Wahlbeobachter der Organisation für Sicherheit und Zusammenarbeit in Europa (OSZE) sowie die einzige unabhängige russische Wahlbeobachtergruppe Golos und Vertreter der Opposition berichteten von zahlreiche Manipulationen und Unregelmäßigkeiten. So heuerten nach Angaben von Jabloko beispielsweise im Moskauer Vorort Klimowsk Aktivisten von "Geeintes Russland" Studenten für 1500 Rubel (rund 35 Euro) zur Teilnahme an sogenannten Wahlkarussells an. Jeder Student sollte 30 Mal abstimmen - in verschiedenen Wahllokalen. Jabloko erklärte, wegen solcher Fälschungen werde sie das Wahlergebnis nicht anerkennen.

Wähler in Moskau verlässt Wahlkabine (Foto: dpa)
Manipulationsvorwürfe überschatten die WahlBild: picture-alliance/dpa

Kommunisten-Chef Gennadi Sjuganow, berichtete, Beobachter seiner Partei hätten in Moskau eine mit 300 Stimmzetteln gefüllte Wahlurne entdeckt, bevor die Wahllokale überhaupt geöffnet hätten. Ähnliche Zwischenfälle mit präparierten Wahlurnen hätten KP-Beobachter aus Rostow am Don und anderen Städten gemeldet. Aus vielen Regionen berichteten Bürger nach Angaben von Golos von Druck der Beamten in Behörden und im Hochschuldienst. Sie drohten demnach offen mit Kündigungen und sozialen Nachteilen, wenn Wähler nicht für "Geeintes Russland" stimmten.

Internetseiten blockiert

Weiter teilte Golos mit, ihre Internetseiten sowie die des Radiosenders Echo Moskwi und des Online-Nachrichtenportals Slon.ru seien am Sonntag nach Hackerangriffen nicht erreichbar gewesen. Slon.ru-Geschäftsführer Maxim Kaschulinski sagte: "Wir haben das Gefühl, dass die Wahlkommission, die Staatsanwaltschaft und die Hacker zusammenarbeiten". Auch am Montag waren nach Berichten von Korrespondenten einige unabhängige russische Internetseiten blockiert.

Die OSZE-Beobachter erklärten, bei der Stimmenauszählung seien wiederholt die Vorschriften verletzt worden. Zudem habe es Fälle von Manipulationen gegeben, darunter auch von Wahlurnen.
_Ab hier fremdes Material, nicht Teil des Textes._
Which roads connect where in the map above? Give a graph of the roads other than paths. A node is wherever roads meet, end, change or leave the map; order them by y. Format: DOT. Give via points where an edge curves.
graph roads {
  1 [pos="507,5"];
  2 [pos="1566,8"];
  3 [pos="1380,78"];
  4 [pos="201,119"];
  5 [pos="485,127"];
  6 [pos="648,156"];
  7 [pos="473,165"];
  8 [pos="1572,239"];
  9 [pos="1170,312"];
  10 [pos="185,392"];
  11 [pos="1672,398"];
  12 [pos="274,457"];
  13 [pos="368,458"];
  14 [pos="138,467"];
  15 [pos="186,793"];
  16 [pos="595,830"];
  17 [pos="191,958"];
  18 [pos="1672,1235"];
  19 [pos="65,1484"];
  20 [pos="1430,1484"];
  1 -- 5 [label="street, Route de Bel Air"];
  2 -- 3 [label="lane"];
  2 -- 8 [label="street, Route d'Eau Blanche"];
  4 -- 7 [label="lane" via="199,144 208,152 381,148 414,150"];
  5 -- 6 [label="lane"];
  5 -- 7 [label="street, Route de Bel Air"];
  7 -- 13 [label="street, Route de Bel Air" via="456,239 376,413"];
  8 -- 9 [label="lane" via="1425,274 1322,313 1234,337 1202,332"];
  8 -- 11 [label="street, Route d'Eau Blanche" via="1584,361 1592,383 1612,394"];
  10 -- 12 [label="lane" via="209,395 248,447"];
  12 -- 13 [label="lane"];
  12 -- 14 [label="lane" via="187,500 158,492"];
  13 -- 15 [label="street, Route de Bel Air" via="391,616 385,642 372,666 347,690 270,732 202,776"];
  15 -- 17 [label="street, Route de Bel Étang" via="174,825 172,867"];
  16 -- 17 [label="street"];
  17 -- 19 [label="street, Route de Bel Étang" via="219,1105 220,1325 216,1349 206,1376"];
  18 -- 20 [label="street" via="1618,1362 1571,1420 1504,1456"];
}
Bereits der Wahlkampf sei durch begrenzten politischen Wettbewerb und einen Mangel an Fairness geprägt gewesen, monierten die Experten der OSZE. Die Bundesregierung äußerte sich angesichts dieser Berichte "sehr besorgt". Alle Vorwürfe müssten "befriedigend aufgeklärt" werden, sagte Vize-Regierungssprecher Georg Streiter.

Polizisten und Demonstranten auf dem Triumfalnaja Platz in Moskau (Foto: Artem Khan)
Polizisten und Demonstranten auf dem Triumfalnaja Platz in MoskauBild: DW

In Moskau und St. Petersburg kam es am Sonntagabend zu nicht genehmigten Protestdemonstrationen gegen den Wahlausgang. Nach Agenturmeldungen nahm die Polizei in beiden Städten insgesamt rund 170 Demonstranten fest.

Der Vorsitzende des Auswärtigen Ausschusses des Bundestags, Rupert Polenz (CDU) sagte der "Neuen Osnabrücker Zeitung" (Montagsausgabe), es habe "massive Behinderungen der Opposition" bei der Wahl in Russland gegeben. "Dass die Partei des russischen Ministerpräsidenten Wladimir Putin trotzdem offenbar starke Stimmenverluste erlitten hat, zeigt, wie sehr die Unzufriedenheit in der Bevölkerung über Putin gewachsen ist".